I enjoyed the comic series for what it was - it was well-paced and nicely illustrated - but this film failed to invoke the experience of the comics. There are some well-done action scenes (the film even manages to make a sex scene into an action scene, although it comes off as more amusing than erotic) and endless scenes of guys getting impaled, decapitated or whatever, but it's all very thin. There is very little behind it all, despite it being based on historical events. Even Braveheart (a movie I no longer appreciate as much as I used to) managed to instill its battle scenes with some weight.

Comparisons have been drawn between this film and a video game and they're not unfounded. Blood flies everywhere, but it's all fake and doesn't land anywhere. Impalements, dismemberments and decapitations abound but when the camera pans to the battle scene, nary a drop of the red stuff is seen anywhere. It's like the film cut costs by avoiding the use of fake blood. Whatever the case, it looks fairly silly and adds to the "weightlessness" of the film.

Then there are the beasts and monsters that appear in this movie, making the film something of a "historical fantasy" but they really don't add much to anything. For one thing, the CGI is terrible, notably for a wolf and some elephants. As for the elephants, they are described as being "clumsy," so why should I care? There is a war rhino that is, of course, utterly ridiculous and an ogre's fight with Leonidas is just an all-too familiar rehash of recent cinematic melee. There is a thing with the cleavers for forearms that was just bizarre and I don't know what the story is with the goat-headed guy. These scenes are merely "eye candy" and don't add much else to the film.

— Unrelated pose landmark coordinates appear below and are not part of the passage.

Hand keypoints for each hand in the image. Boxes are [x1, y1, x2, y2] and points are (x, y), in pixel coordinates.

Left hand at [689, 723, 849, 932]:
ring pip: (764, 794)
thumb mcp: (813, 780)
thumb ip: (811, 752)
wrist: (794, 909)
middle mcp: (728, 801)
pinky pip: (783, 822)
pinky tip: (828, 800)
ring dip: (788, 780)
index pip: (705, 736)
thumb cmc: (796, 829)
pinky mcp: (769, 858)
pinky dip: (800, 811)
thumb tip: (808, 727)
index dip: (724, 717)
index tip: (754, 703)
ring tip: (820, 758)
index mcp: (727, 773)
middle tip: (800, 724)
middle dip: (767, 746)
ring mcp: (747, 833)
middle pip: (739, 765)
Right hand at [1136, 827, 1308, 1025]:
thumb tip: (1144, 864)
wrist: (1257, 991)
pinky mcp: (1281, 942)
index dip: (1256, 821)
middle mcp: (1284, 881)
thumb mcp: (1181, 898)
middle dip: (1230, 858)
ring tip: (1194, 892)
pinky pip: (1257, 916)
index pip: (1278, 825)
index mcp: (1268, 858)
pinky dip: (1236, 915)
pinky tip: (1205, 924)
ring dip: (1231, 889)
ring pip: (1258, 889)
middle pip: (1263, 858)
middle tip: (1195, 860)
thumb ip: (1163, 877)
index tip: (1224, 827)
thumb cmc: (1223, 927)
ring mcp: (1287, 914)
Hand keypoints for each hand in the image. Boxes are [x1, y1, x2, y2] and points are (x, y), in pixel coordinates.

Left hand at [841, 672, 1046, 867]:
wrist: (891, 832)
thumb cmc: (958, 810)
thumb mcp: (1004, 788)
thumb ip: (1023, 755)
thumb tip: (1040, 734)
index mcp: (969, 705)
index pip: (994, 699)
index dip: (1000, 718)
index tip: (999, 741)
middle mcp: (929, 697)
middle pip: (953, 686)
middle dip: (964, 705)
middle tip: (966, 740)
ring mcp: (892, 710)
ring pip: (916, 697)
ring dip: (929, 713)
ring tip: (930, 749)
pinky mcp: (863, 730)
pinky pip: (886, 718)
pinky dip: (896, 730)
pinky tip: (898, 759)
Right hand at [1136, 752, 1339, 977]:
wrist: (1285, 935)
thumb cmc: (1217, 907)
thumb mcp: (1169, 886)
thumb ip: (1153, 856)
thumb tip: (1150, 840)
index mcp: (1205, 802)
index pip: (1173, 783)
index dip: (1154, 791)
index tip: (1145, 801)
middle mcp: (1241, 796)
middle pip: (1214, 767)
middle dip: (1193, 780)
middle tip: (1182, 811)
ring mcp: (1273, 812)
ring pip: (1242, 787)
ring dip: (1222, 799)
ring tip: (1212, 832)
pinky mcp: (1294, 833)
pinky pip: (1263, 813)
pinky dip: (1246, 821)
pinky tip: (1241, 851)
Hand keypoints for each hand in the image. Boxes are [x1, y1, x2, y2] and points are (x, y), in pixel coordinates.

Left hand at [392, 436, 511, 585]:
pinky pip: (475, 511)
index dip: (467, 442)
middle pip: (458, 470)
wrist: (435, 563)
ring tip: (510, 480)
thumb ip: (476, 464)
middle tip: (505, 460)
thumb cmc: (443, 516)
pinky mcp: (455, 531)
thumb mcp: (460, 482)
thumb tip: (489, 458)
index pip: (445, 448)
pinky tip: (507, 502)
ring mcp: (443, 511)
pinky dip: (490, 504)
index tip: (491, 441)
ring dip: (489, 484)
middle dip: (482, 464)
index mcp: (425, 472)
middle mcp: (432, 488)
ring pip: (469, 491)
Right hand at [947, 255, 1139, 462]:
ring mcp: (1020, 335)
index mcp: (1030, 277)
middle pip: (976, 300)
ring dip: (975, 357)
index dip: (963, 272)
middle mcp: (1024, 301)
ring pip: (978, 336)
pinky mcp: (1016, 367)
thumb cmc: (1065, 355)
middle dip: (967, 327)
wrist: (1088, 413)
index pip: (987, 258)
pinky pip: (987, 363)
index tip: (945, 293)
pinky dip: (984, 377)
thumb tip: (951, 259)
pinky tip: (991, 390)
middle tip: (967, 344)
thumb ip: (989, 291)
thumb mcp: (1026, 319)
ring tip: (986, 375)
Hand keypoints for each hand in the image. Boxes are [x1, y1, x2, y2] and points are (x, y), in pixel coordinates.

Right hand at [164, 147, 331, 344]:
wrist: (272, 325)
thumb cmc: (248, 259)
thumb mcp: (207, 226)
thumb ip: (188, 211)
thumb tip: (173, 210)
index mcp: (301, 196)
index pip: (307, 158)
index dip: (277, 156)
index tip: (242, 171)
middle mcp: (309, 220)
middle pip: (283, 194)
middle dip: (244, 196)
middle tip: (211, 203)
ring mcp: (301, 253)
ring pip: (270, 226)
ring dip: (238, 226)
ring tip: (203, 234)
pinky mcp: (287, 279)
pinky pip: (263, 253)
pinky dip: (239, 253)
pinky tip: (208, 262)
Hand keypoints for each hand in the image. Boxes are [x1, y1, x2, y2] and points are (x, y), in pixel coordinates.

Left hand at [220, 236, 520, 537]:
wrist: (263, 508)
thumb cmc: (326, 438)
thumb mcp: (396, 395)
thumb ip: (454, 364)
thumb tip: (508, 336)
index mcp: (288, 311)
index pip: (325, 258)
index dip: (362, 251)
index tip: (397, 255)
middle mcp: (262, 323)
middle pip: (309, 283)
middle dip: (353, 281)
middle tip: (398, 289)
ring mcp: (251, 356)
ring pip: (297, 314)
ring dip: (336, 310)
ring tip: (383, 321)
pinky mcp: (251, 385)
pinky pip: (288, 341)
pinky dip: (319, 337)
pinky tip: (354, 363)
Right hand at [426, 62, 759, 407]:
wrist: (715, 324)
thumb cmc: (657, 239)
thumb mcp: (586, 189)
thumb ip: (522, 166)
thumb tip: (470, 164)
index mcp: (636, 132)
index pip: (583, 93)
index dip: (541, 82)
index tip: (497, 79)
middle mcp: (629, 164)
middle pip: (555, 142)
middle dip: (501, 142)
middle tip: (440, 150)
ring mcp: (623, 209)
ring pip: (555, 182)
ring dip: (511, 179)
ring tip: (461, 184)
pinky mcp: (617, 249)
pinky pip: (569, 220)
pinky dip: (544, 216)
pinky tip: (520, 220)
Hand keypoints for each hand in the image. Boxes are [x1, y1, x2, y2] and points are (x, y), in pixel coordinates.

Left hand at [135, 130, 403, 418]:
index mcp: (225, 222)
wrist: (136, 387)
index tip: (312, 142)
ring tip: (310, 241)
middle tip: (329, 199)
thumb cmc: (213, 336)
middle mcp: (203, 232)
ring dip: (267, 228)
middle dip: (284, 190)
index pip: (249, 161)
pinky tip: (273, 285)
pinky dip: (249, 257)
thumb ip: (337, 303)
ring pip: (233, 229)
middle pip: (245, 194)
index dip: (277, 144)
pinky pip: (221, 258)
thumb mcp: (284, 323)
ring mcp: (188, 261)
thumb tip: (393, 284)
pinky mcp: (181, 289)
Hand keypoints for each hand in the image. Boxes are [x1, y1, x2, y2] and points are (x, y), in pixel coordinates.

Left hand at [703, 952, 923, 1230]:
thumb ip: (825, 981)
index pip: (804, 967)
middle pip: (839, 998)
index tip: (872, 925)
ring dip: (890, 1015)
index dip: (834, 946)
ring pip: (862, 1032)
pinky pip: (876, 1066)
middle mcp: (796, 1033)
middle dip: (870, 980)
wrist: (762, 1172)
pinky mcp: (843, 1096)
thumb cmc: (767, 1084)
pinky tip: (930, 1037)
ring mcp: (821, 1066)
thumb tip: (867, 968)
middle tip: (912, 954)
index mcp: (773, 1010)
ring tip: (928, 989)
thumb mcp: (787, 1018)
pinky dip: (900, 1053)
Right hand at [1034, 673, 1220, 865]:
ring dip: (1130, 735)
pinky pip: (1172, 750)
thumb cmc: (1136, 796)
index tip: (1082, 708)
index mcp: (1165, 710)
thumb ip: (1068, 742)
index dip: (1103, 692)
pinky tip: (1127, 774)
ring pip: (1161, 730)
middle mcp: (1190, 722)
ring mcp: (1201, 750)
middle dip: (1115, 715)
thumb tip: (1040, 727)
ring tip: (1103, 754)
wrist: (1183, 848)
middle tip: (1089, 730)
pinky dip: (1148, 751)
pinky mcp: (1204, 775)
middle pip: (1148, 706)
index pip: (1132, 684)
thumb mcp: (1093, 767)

The performances were ridiculously overstated, I thought, making the dialogue come off as cheesy. For instance, David Wenham, the actor who helped assassinate the character of Faramir in LoTR, was even worse here. He adopts an odd and unappealing narrative voice and just seems to go on an on, especially at the end of the movie.

And then there's the villain, who almost makes everyone else look better by comparison. Rodrigo Santoro's performance would be utterly laughable if it were not almost painful to watch. Why Frank Miller decided to depict Xerxes in the comic book this way, I can't say, but one can more easily overlook Xerxes' appearance there. Here it stands out like a, well, a bunch of fake body piercings.

I could go on and on, but I think the only way to see how bad it is is to watch it.